- Data provided
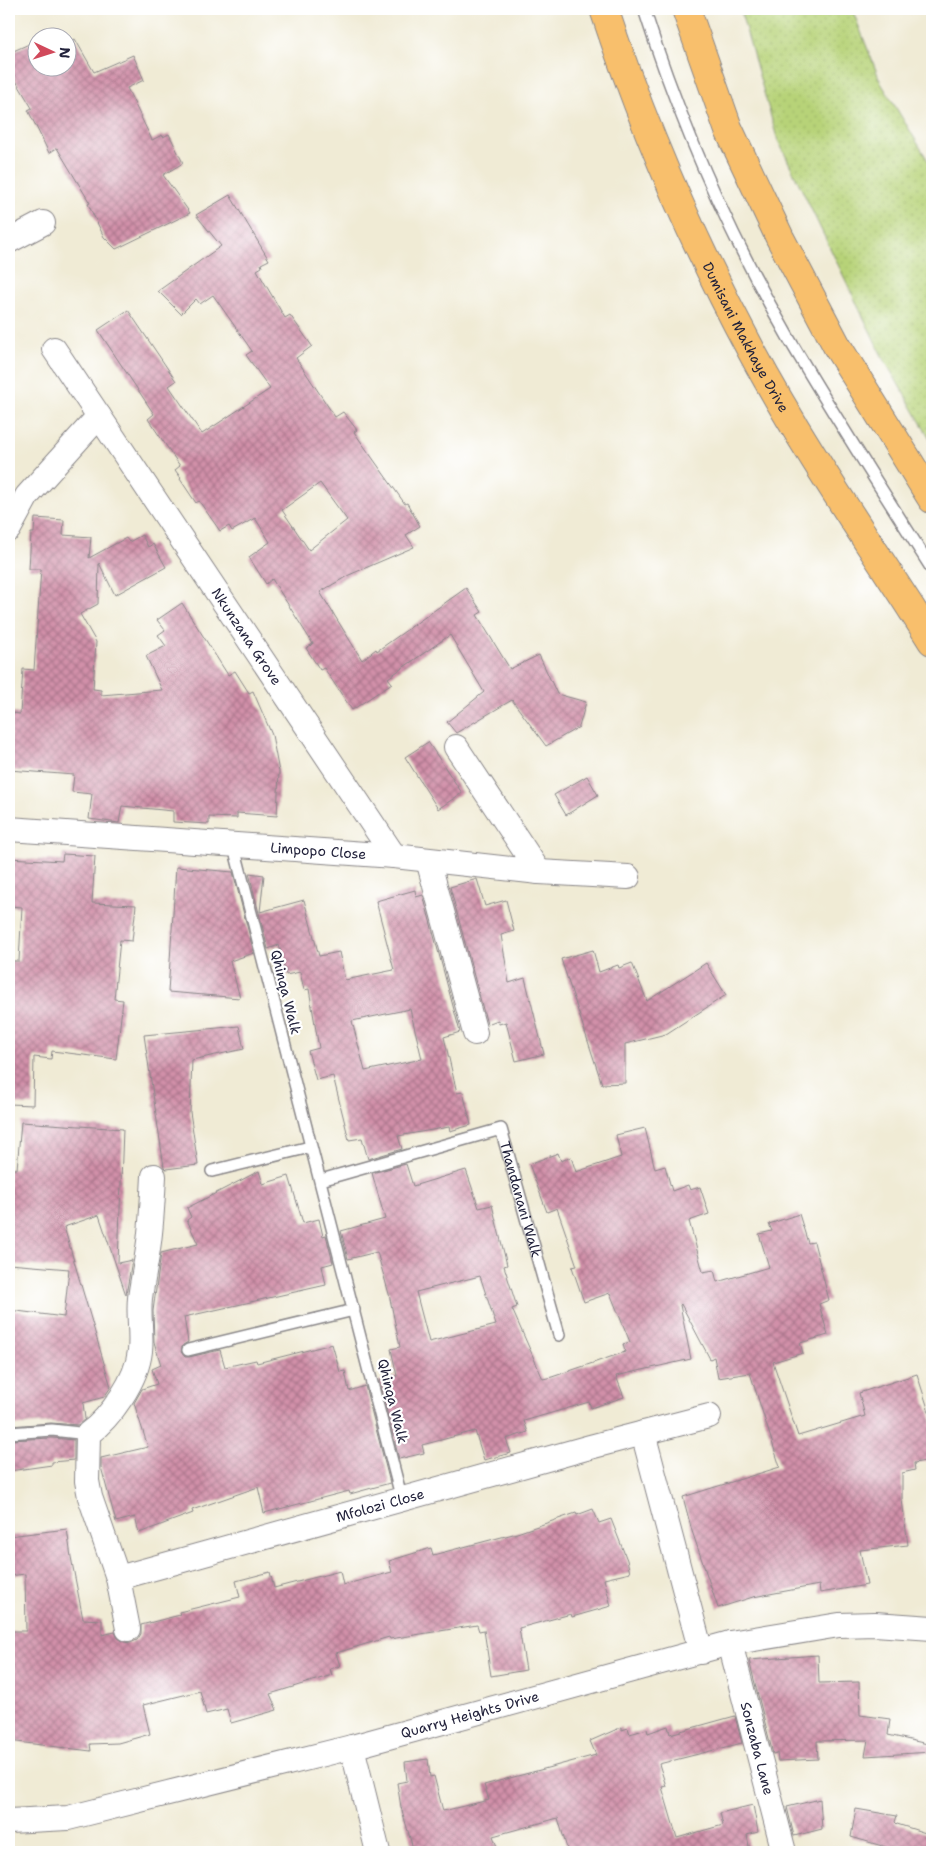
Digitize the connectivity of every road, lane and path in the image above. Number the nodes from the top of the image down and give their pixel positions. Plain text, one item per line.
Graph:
1 (604, 9) edge
2 (644, 9) edge
3 (686, 9) edge
4 (43, 223) dead end
5 (9, 242) edge
6 (54, 350) dead end
7 (99, 416) junction
8 (932, 499) edge
9 (9, 529) edge
10 (932, 569) edge
11 (932, 641) edge
12 (456, 747) dead end
13 (9, 829) edge
14 (233, 843) junction
15 (394, 856) junction
16 (428, 860) junction
17 (540, 872) junction
18 (628, 877) dead end
19 (475, 1033) dead end
20 (310, 1147) junction
21 (212, 1171) dead end
22 (154, 1176) dead end
23 (321, 1180) junction
24 (354, 1310) junction
25 (559, 1335) dead end
26 (188, 1350) dead end
27 (709, 1416) dead end
28 (9, 1433) edge
29 (643, 1433) junction
30 (88, 1434) junction
31 (402, 1500) junction
32 (118, 1578) junction
33 (128, 1628) dead end
34 (932, 1628) edge
35 (730, 1643) junction
36 (701, 1652) junction
37 (352, 1748) junction
38 (9, 1821) edge
39 (378, 1852) edge
40 (784, 1852) edge

1 - 11 main road, Dumisani Makhaye Drive
2 - 10 lane
3 - 8 main road
4 - 5 street
6 - 7 street, Nkunzana Grove
7 - 9 street
7 - 15 street, Nkunzana Grove
12 - 17 street
13 - 14 street, Limpopo Close
14 - 15 street, Limpopo Close
14 - 20 lane, Qhinqa Walk
15 - 16 street, Limpopo Close
16 - 17 street, Limpopo Close
16 - 19 street
17 - 18 street, Limpopo Close
20 - 21 lane
20 - 23 lane, Qhinqa Walk
22 - 30 street
23 - 24 lane, Qhinqa Walk
23 - 25 lane, Thandanani Walk
24 - 26 lane
24 - 31 lane, Qhinqa Walk
27 - 29 street, Mfolozi Close
28 - 30 lane
29 - 31 street, Mfolozi Close
29 - 36 street
30 - 32 street
31 - 32 street, Mfolozi Close
32 - 33 street
34 - 35 street, Quarry Heights Drive
35 - 36 street, Quarry Heights Drive
35 - 40 street, Sonzaba Lane
36 - 37 street, Quarry Heights Drive
37 - 38 street, Quarry Heights Drive
37 - 39 street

- Task details
Write only the number of lines in the data where the word "road" occurs.

- Finished task
3